Titolo della tesi: Multimodal Hypercomplex Learning for Biomedical Data
Deep learning (DL) is revolutionizing healthcare, from diagnostic applications to clinical research tools such as brain-computer interfaces (BCIs). In breast cancer screening, computer-aided diagnosis (CAD) systems based on neural models help clinicians produce more accurate diagnoses, reducing false positives, recall rates, unnecessary radiation exposure, patient anxiety, and costs. In BCI applications, DL serves both diagnostic purposes, like seizure detection, and neurocognitive research, such as understanding how the brain encodes visual information.
A crucial aspect of applying DL to medicine is addressing the inherently multimodal nature of medical data. This includes different views (mammography and chest X-ray), different modalities (T1/T2 MRI sequences), or analyzing multiple imaging modalities that monitor the same condition (mammography, breast ultrasound, and digital breast tomosynthesis). Similarly, in BCI applications like emotion recognition, responses are multimodal - reflected in behavioral reactions and physiological changes like heart rate and brain activity. However, current multimodal methods often fail to effectively leverage information from different modalities. Studies in both computer vision and medical applications have shown that conventional multimodal networks tend to focus on a single modality, overlooking the complementary information contained in different inputs.
Hypercomplex neural networks (HNNs), particularly quaternion neural networks (QNNs) and parameterized hypercomplex neural networks (PHNNs), have shown promising results in processing multidimensional data.
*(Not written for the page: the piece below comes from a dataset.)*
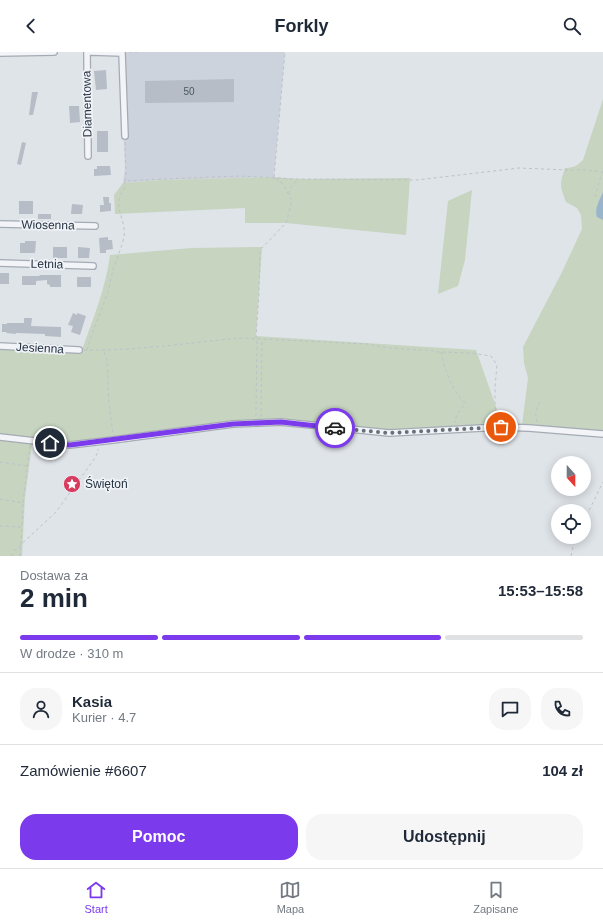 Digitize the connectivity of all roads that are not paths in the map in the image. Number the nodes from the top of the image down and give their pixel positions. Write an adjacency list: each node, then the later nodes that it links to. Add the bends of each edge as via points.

These models operate in hypercomplex domains with distinct algebraic rules, such as the Hamilton product in the quaternion domain. This formulation endows QNNs with the ability to learn from both global and local relations, unlike real-valued networks. While QNNs are limited to four-dimensional inputs, PHNNs extend their benefits - particularly correlation learning - to any $n$-dimensional input. However, their learning capabilities have not been investigated for multimodal inputs, such as different physiological signals or views of a mammogram, as opposed to multidimensional inputs like RGB images. In this thesis, we explore this concept and define a new learning paradigm, namely \textit{multimodal hypercomplex learning} (MHL), to overcome the aforementioned shortcomings of traditional multimodal approaches. We redefine global relations as intra-modality features and local relations as inter-modality interactions. We investigate this learning paradigm across diverse medical settings and imaging modalities, studying cross-modal hypercomplex learning behavior throughout different network levels. We explore architectures where different components operate in different hypercomplex domains, allowing each input to be processed in its natural domain.
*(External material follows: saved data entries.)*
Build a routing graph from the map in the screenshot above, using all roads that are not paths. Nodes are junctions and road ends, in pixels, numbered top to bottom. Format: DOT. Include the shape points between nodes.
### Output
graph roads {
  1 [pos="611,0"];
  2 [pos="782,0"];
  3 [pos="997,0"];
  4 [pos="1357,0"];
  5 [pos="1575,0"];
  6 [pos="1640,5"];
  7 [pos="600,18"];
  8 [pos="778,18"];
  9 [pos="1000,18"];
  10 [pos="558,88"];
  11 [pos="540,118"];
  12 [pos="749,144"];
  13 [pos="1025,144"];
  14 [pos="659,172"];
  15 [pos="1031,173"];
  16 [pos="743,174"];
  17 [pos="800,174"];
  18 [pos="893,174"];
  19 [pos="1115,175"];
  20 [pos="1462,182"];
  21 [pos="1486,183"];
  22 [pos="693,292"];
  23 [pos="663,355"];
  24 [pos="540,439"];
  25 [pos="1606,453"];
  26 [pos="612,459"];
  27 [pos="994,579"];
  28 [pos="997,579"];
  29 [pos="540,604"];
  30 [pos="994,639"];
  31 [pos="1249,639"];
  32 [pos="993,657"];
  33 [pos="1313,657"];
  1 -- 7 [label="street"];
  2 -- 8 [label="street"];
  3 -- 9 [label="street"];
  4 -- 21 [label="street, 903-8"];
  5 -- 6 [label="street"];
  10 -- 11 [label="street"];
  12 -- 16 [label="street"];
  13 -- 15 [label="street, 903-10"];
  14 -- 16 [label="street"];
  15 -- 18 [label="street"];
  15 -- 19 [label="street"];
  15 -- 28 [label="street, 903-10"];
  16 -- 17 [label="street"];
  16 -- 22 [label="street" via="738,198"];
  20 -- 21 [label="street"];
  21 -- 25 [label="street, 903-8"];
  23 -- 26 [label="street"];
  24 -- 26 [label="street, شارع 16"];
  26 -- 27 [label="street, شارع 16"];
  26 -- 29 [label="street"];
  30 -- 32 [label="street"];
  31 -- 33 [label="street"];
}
In this regard, we propose several multimodal hypercomplex architectures. We design multi-view models for breast cancer detection, incorporating both two-view and four-view approaches. These models are also tested on multi-view chest X-rays for multi-label disease classification and on multimodal brain MRIs for overall survival prediction and tumor segmentation. Additionally, we introduce a novel framework for breast cancer detection involving attention-map augmentation and MHL, capable of learning correlations between mammograms and corresponding attention maps. We validate this framework also on multi-resolution histopathological images of breast cancer, demonstrating cross-resolution generalizability. Lastly, we propose multiple multimodal hypercomplex networks for emotion recognition from electroencephalograms (EEGs) and peripheral physiological signals, exploring various architectural designs including hypercomplex fusion modules and hierarchical hypercomplex structures.
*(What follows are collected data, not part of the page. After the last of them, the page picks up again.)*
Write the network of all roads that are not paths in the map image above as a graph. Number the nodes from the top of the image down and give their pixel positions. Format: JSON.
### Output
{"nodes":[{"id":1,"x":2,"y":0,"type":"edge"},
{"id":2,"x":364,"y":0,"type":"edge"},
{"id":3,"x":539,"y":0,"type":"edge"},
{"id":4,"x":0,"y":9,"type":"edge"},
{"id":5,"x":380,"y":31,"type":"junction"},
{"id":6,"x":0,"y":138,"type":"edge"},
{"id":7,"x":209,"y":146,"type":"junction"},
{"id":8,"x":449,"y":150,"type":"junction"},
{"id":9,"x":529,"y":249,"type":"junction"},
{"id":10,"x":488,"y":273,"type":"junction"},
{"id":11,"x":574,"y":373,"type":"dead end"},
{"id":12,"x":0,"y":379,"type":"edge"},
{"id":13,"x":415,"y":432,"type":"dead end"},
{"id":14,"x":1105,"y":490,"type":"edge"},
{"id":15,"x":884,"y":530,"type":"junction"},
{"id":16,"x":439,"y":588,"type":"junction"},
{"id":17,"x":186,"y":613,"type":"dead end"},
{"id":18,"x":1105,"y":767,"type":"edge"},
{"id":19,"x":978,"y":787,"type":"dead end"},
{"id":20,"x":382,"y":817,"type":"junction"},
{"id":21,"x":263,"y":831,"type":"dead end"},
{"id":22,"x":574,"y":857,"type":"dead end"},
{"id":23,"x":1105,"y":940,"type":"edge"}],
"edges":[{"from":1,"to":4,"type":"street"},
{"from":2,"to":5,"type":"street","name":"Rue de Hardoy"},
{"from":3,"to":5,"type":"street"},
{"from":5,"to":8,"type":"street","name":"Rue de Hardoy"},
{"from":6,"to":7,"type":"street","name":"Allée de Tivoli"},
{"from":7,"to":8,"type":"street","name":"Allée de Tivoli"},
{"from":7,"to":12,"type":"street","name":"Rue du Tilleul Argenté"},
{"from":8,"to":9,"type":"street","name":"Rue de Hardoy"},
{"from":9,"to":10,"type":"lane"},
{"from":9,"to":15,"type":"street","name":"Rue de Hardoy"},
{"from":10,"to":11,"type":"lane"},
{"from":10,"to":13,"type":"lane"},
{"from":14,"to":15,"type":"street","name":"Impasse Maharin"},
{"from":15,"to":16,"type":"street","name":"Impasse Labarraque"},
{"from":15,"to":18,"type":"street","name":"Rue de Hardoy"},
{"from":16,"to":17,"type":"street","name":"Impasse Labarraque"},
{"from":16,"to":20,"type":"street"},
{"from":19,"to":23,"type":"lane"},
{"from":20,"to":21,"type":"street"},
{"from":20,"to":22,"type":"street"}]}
Finally, we address a direct extension of these works, focusing on explainability of hypercomplex models. We study the learning behavior of HNNs by introducing interpretable PHNNs and quaternion-like models that do not require post-hoc methods, evaluating them qualitatively and quantitatively on both natural and medical images.
Through extensive experiments across various medical scenarios involving different imaging modalities and biomedical signals, we have thoroughly explored multimodal hypercomplex learning while addressing scenario-specific challenges through the lens of explainability, advancing research in this field.